Rabbi Angel, as well as his partner at the conference, SEC leader Rabbi Daniel Bouskila, are examples of Sephardic rabbis who love their Sephardic tradition but also feel at home in the Ashkenazi world.

This duality exemplifies the two forces that animate the delicate notion of cultural exchange: the comfort of the familiar versus the thrill of discovering the new.

It’s human nature to get attached to one’s customs, especially when it comes to something intimate like prayer melodies. Melodies have the power to bring back cherished memories of years long gone. We feel a deep bond with rituals and liturgies that have been handed down from one generation to the next and have sustained us for so long.
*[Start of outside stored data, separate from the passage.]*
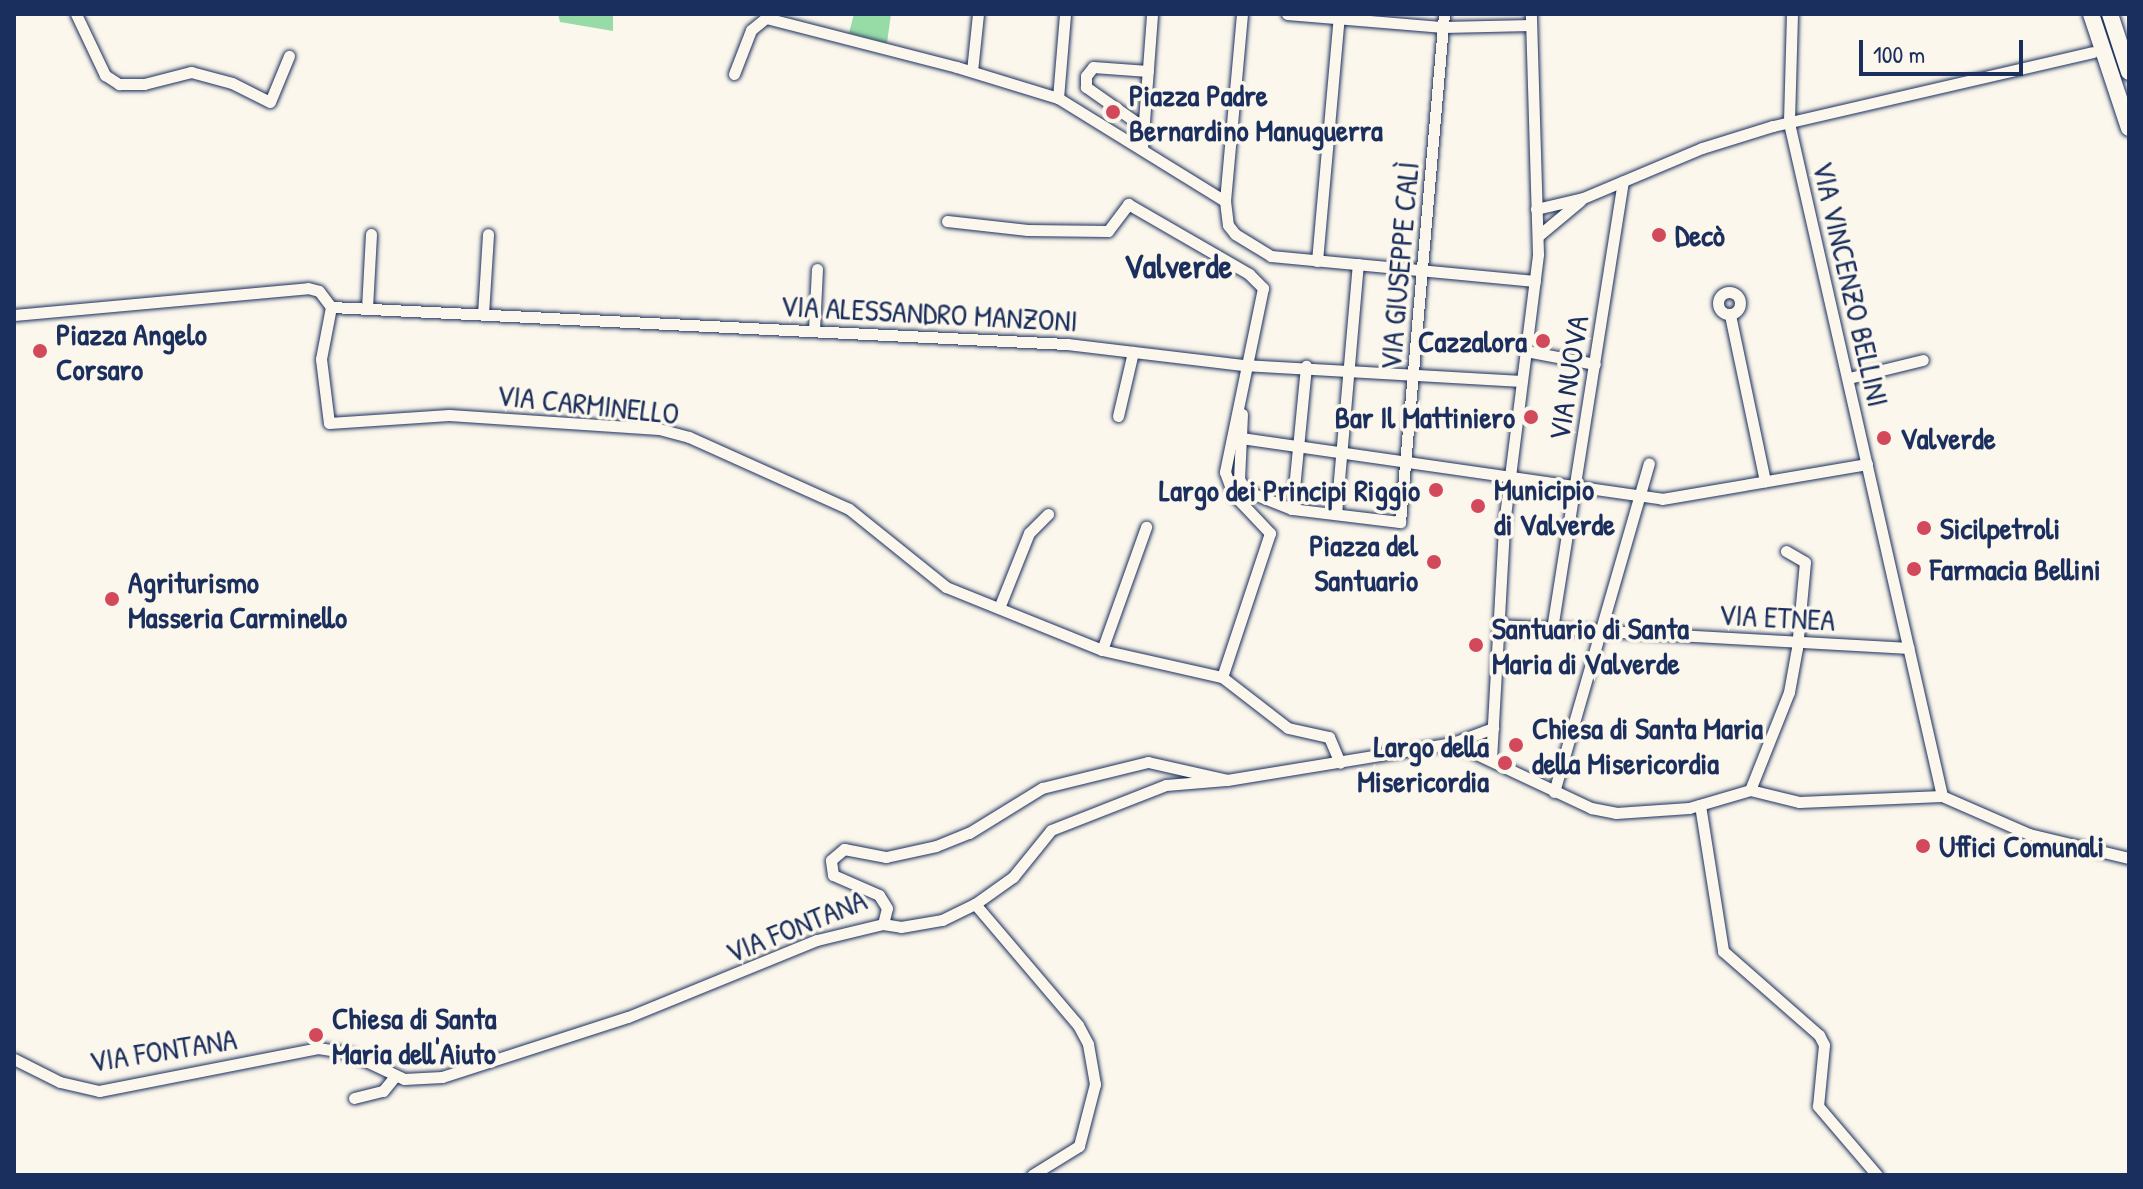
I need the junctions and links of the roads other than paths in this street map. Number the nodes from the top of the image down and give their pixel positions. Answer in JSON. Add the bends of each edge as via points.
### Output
{"nodes":[{"id":1,"x":76,"y":14,"type":"edge"},
{"id":2,"x":978,"y":14,"type":"edge"},
{"id":3,"x":1065,"y":14,"type":"edge"},
{"id":4,"x":1152,"y":14,"type":"edge"},
{"id":5,"x":1242,"y":14,"type":"edge"},
{"id":6,"x":1287,"y":14,"type":"edge"},
{"id":7,"x":1444,"y":14,"type":"edge"},
{"id":8,"x":1792,"y":14,"type":"edge"},
{"id":9,"x":2091,"y":14,"type":"edge"},
{"id":10,"x":2110,"y":14,"type":"edge"},
{"id":11,"x":1339,"y":16,"type":"edge"},
{"id":12,"x":1531,"y":20,"type":"edge"},
{"id":13,"x":1443,"y":27,"type":"junction"},
{"id":14,"x":2093,"y":52,"type":"dead end"},
{"id":15,"x":289,"y":56,"type":"dead end"},
{"id":16,"x":972,"y":71,"type":"junction"},
{"id":17,"x":1148,"y":71,"type":"junction"},
{"id":18,"x":2129,"y":72,"type":"edge"},
{"id":19,"x":734,"y":74,"type":"dead end"},
{"id":20,"x":1058,"y":98,"type":"junction"},
{"id":21,"x":1789,"y":123,"type":"junction"},
{"id":22,"x":1143,"y":127,"type":"junction"},
{"id":23,"x":2129,"y":128,"type":"edge"},
{"id":24,"x":1142,"y":148,"type":"junction"},
{"id":25,"x":1623,"y":182,"type":"junction"},
{"id":26,"x":1583,"y":198,"type":"junction"},
{"id":27,"x":1225,"y":201,"type":"junction"},
{"id":28,"x":1536,"y":209,"type":"junction"},
{"id":29,"x":947,"y":221,"type":"dead end"},
{"id":30,"x":371,"y":234,"type":"dead end"},
{"id":31,"x":488,"y":234,"type":"dead end"},
{"id":32,"x":1538,"y":236,"type":"junction"},
{"id":33,"x":1317,"y":261,"type":"junction"},
{"id":34,"x":1358,"y":264,"type":"junction"},
{"id":35,"x":817,"y":269,"type":"dead end"},
{"id":36,"x":1423,"y":270,"type":"junction"},
{"id":37,"x":1535,"y":281,"type":"junction"},
{"id":38,"x":331,"y":307,"type":"junction"},
{"id":39,"x":367,"y":308,"type":"junction"},
{"id":40,"x":483,"y":314,"type":"junction"},
{"id":41,"x":14,"y":315,"type":"edge"},
{"id":42,"x":1730,"y":315,"type":"dead end"},
{"id":43,"x":814,"y":330,"type":"junction"},
{"id":44,"x":1526,"y":351,"type":"junction"},
{"id":45,"x":1133,"y":352,"type":"junction"},
{"id":46,"x":1923,"y":360,"type":"dead end"},
{"id":47,"x":1595,"y":364,"type":"junction"},
{"id":48,"x":1251,"y":365,"type":"junction"},
{"id":49,"x":1306,"y":366,"type":"junction"},
{"id":50,"x":1349,"y":369,"type":"junction"},
{"id":51,"x":1414,"y":373,"type":"junction"},
{"id":52,"x":1849,"y":378,"type":"junction"},
{"id":53,"x":1522,"y":381,"type":"junction"},
{"id":54,"x":1240,"y":402,"type":"junction"},
{"id":55,"x":1118,"y":416,"type":"dead end"},
{"id":56,"x":1241,"y":438,"type":"junction"},
{"id":57,"x":1299,"y":446,"type":"junction"},
{"id":58,"x":1341,"y":452,"type":"junction"},
{"id":59,"x":1407,"y":461,"type":"junction"},
{"id":60,"x":1649,"y":463,"type":"dead end"},
{"id":61,"x":1867,"y":464,"type":"junction"},
{"id":62,"x":1510,"y":476,"type":"junction"},
{"id":63,"x":1765,"y":481,"type":"junction"},
{"id":64,"x":1574,"y":485,"type":"junction"},
{"id":65,"x":1640,"y":495,"type":"junction"},
{"id":66,"x":1292,"y":509,"type":"junction"},
{"id":67,"x":1048,"y":514,"type":"dead end"},
{"id":68,"x":1336,"y":514,"type":"junction"},
{"id":69,"x":1146,"y":527,"type":"dead end"},
{"id":70,"x":1786,"y":551,"type":"dead end"},
{"id":71,"x":999,"y":608,"type":"junction"},
{"id":72,"x":1499,"y":625,"type":"junction"},
{"id":73,"x":1552,"y":629,"type":"junction"},
{"id":74,"x":1600,"y":631,"type":"junction"},
{"id":75,"x":1797,"y":642,"type":"junction"},
{"id":76,"x":1908,"y":648,"type":"junction"},
{"id":77,"x":1102,"y":650,"type":"junction"},
{"id":78,"x":1222,"y":677,"type":"junction"},
{"id":79,"x":1493,"y":728,"type":"junction"},
{"id":80,"x":1453,"y":743,"type":"junction"},
{"id":81,"x":1491,"y":760,"type":"junction"},
{"id":82,"x":1340,"y":763,"type":"junction"},
{"id":83,"x":1227,"y":780,"type":"junction"},
{"id":84,"x":1750,"y":790,"type":"junction"},
{"id":85,"x":1554,"y":792,"type":"junction"},
{"id":86,"x":1942,"y":796,"type":"junction"},
{"id":87,"x":1700,"y":805,"type":"junction"},
{"id":88,"x":2129,"y":858,"type":"edge"},
{"id":89,"x":975,"y":904,"type":"junction"},
{"id":90,"x":883,"y":924,"type":"junction"},
{"id":91,"x":14,"y":1059,"type":"edge"},
{"id":92,"x":395,"y":1076,"type":"junction"},
{"id":93,"x":354,"y":1098,"type":"dead end"},
{"id":94,"x":1032,"y":1175,"type":"edge"},
{"id":95,"x":1877,"y":1175,"type":"edge"}],
"edges":[{"from":1,"to":15,"type":"street","via":[[105,75],[119,84],[144,84],[191,72],[232,83],[270,102]]},
{"from":2,"to":16,"type":"street"},
{"from":3,"to":20,"type":"street"},
{"from":4,"to":17,"type":"street"},
{"from":5,"to":27,"type":"street"},
{"from":6,"to":11,"type":"street"},
{"from":7,"to":13,"type":"street","name":"VIA GIUSEPPE CALÌ"},
{"from":8,"to":21,"type":"street","name":"VIA VINCENZO BELLINI"},
{"from":9,"to":23,"type":"highway"},
{"from":10,"to":18,"type":"highway"},
{"from":11,"to":13,"type":"street"},
{"from":11,"to":33,"type":"street"},
{"from":12,"to":13,"type":"street"},
{"from":12,"to":28,"type":"street"},
{"from":13,"to":36,"type":"street","name":"VIA GIUSEPPE CALÌ"},
{"from":14,"to":21,"type":"street"},
{"from":16,"to":19,"type":"street","via":[[766,18],[751,30]]},
{"from":16,"to":20,"type":"street"},
{"from":17,"to":22,"type":"street"},
{"from":17,"to":22,"type":"street","via":[[1093,67],[1086,76],[1086,87]]},
{"from":20,"to":24,"type":"street"},
{"from":21,"to":25,"type":"street","via":[[1702,148]]},
{"from":21,"to":52,"type":"street","name":"VIA VINCENZO BELLINI"},
{"from":22,"to":24,"type":"street"},
{"from":24,"to":27,"type":"street"},
{"from":25,"to":26,"type":"street"},
{"from":25,"to":47,"type":"street","name":"VIA NUOVA"},
{"from":26,"to":28,"type":"street"},
{"from":26,"to":32,"type":"street"},
{"from":27,"to":33,"type":"street","via":[[1228,225],[1235,234],[1271,256]]},
{"from":28,"to":32,"type":"street"},
{"from":29,"to":48,"type":"street","via":[[1027,230],[1108,231],[1128,204],[1259,282],[1266,295]]},
{"from":30,"to":39,"type":"street"},
{"from":31,"to":40,"type":"street"},
{"from":32,"to":37,"type":"street"},
{"from":33,"to":34,"type":"street"},
{"from":34,"to":36,"type":"street"},
{"from":34,"to":50,"type":"street"},
{"from":35,"to":43,"type":"street"},
{"from":36,"to":37,"type":"street"},
{"from":36,"to":51,"type":"street","name":"VIA GIUSEPPE CALÌ"},
{"from":37,"to":44,"type":"street"},
{"from":38,"to":39,"type":"street","name":"VIA ALESSANDRO MANZONI"},
{"from":38,"to":41,"type":"street","via":[[319,291],[308,288]]},
{"from":38,"to":71,"type":"street","name":"VIA CARMINELLO","via":[[321,368],[329,423],[449,415],[659,429],[689,437],[849,509],[946,587]]},
{"from":39,"to":40,"type":"street","name":"VIA ALESSANDRO MANZONI"},
{"from":40,"to":43,"type":"street","name":"VIA ALESSANDRO MANZONI"},
{"from":42,"to":63,"type":"street"},
{"from":43,"to":45,"type":"street","name":"VIA ALESSANDRO MANZONI"},
{"from":44,"to":47,"type":"street"},
{"from":44,"to":53,"type":"street"},
{"from":45,"to":48,"type":"street","name":"VIA ALESSANDRO MANZONI"},
{"from":45,"to":55,"type":"street"},
{"from":46,"to":52,"type":"street"},
{"from":47,"to":64,"type":"street","name":"VIA NUOVA"},
{"from":48,"to":49,"type":"street","name":"VIA ALESSANDRO MANZONI"},
{"from":48,"to":54,"type":"street"},
{"from":49,"to":50,"type":"street","name":"VIA ALESSANDRO MANZONI"},
{"from":49,"to":57,"type":"street"},
{"from":50,"to":51,"type":"street","name":"VIA ALESSANDRO MANZONI"},
{"from":50,"to":58,"type":"street"},
{"from":51,"to":53,"type":"street","name":"VIA ALESSANDRO MANZONI"},
{"from":51,"to":59,"type":"street","name":"VIA GIUSEPPE CALÌ"},
{"from":52,"to":61,"type":"street","name":"VIA VINCENZO BELLINI"},
{"from":53,"to":62,"type":"street"},
{"from":54,"to":56,"type":"street"},
{"from":54,"to":78,"type":"street","via":[[1226,460],[1228,486],[1270,533]]},
{"from":56,"to":57,"type":"street"},
{"from":56,"to":66,"type":"street","via":[[1239,479],[1246,491]]},
{"from":57,"to":58,"type":"street"},
{"from":57,"to":66,"type":"street"},
{"from":58,"to":59,"type":"street"},
{"from":58,"to":68,"type":"street"},
{"from":59,"to":62,"type":"street"},
{"from":59,"to":68,"type":"street","name":"VIA GIUSEPPE CALÌ","via":[[1400,522]]},
{"from":60,"to":65,"type":"street"},
{"from":61,"to":63,"type":"street"},
{"from":61,"to":76,"type":"street","name":"VIA VINCENZO BELLINI"},
{"from":62,"to":64,"type":"street"},
{"from":62,"to":72,"type":"street"},
{"from":63,"to":65,"type":"street","via":[[1662,499]]},
{"from":64,"to":65,"type":"street"},
{"from":64,"to":73,"type":"street","name":"VIA NUOVA"},
{"from":65,"to":74,"type":"street"},
{"from":66,"to":68,"type":"street"},
{"from":67,"to":71,"type":"street","via":[[1029,533]]},
{"from":69,"to":77,"type":"street"},
{"from":70,"to":75,"type":"street","via":[[1805,562]]},
{"from":71,"to":77,"type":"street","name":"VIA CARMINELLO"},
{"from":72,"to":73,"type":"street","name":"VIA ETNEA"},
{"from":72,"to":79,"type":"street"},
{"from":73,"to":74,"type":"street","name":"VIA ETNEA"},
{"from":74,"to":75,"type":"street","name":"VIA ETNEA"},
{"from":74,"to":85,"type":"street"},
{"from":75,"to":76,"type":"street","name":"VIA ETNEA"},
{"from":75,"to":84,"type":"street","via":[[1789,692]]},
{"from":76,"to":86,"type":"street","name":"VIA VINCENZO BELLINI"},
{"from":77,"to":78,"type":"street","name":"VIA CARMINELLO"},
{"from":78,"to":82,"type":"street","name":"VIA CARMINELLO","via":[[1288,728],[1329,737]]},
{"from":79,"to":80,"type":"street","name":"VIA FONTANA"},
{"from":79,"to":81,"type":"street"},
{"from":80,"to":81,"type":"street"},
{"from":80,"to":82,"type":"street","name":"VIA FONTANA"},
{"from":81,"to":85,"type":"street"},
{"from":82,"to":83,"type":"street","name":"VIA FONTANA"},
{"from":83,"to":89,"type":"street","via":[[1166,785],[1051,830],[1013,877]]},
{"from":83,"to":90,"type":"street","name":"VIA FONTANA","via":[[1148,762],[1042,788],[969,833],[936,846],[886,857],[852,849],[836,853],[833,875],[879,895],[887,908]]},
{"from":84,"to":86,"type":"street","via":[[1799,802]]},
{"from":84,"to":87,"type":"street"},
{"from":85,"to":87,"type":"street","via":[[1616,813]]},
{"from":86,"to":88,"type":"street","via":[[2029,834]]},
{"from":87,"to":95,"type":"street","via":[[1723,951],[1819,1035],[1824,1054],[1818,1106]]},
{"from":89,"to":90,"type":"street","via":[[942,920]]},
{"from":89,"to":94,"type":"street","via":[[1078,1025],[1091,1056],[1093,1099],[1079,1146]]},
{"from":90,"to":92,"type":"street","name":"VIA FONTANA","via":[[817,940],[519,1056],[442,1077]]},
{"from":91,"to":92,"type":"street","name":"VIA FONTANA","via":[[60,1082],[99,1091],[318,1048],[349,1053]]},
{"from":92,"to":93,"type":"street","via":[[383,1091]]}]}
And yet, we are living in radically different times. My ancestors could never have imagined a neighborhood like Pico-Robertson, where more than 40 distinct flavors of Judaism perfume the Shabbat air every week. In the Casablanca neighborhood where I grew up, there was a grand total of one flavor.

Maybe this is the essential point: All Jewish traditions, by the very fact that they are Jewish, belong to every Jew.

For many of us, this modern mingling is bound to disrupt our habits and ignite our curiosity gene. There are Ashkenazi melodies that bring tears to my eyes; Chassidic melodies that stir my soul. I get to taste them anytime I want. Many years ago, I had a group of Ashkenazi friends at our synagogue in Venice Beach who insisted that we pray Sephardic style on Yom Kippur. They couldn’t get enough of it. They were blown away that these melodies were part of their people’s story. They felt as if the melodies belonged to them as much as they belonged to me.

Maybe this is the essential point: All Jewish traditions, by the very fact that they are Jewish, belong to every Jew. Are the traditions different? How could they not be? Sephardic Jews, who are diverse in their own right, have a unique, rich and varied history, with their own cultural, geographical and religious influences. How could the customs and melodies not be radically different?

But walk into any Ashkenazi and Sephardic synagogue and you’ll discover something comforting and also extraordinary: No matter how radically different our melodies may be, the words themselves are pretty much the same. Just ask Rabbi Muskin.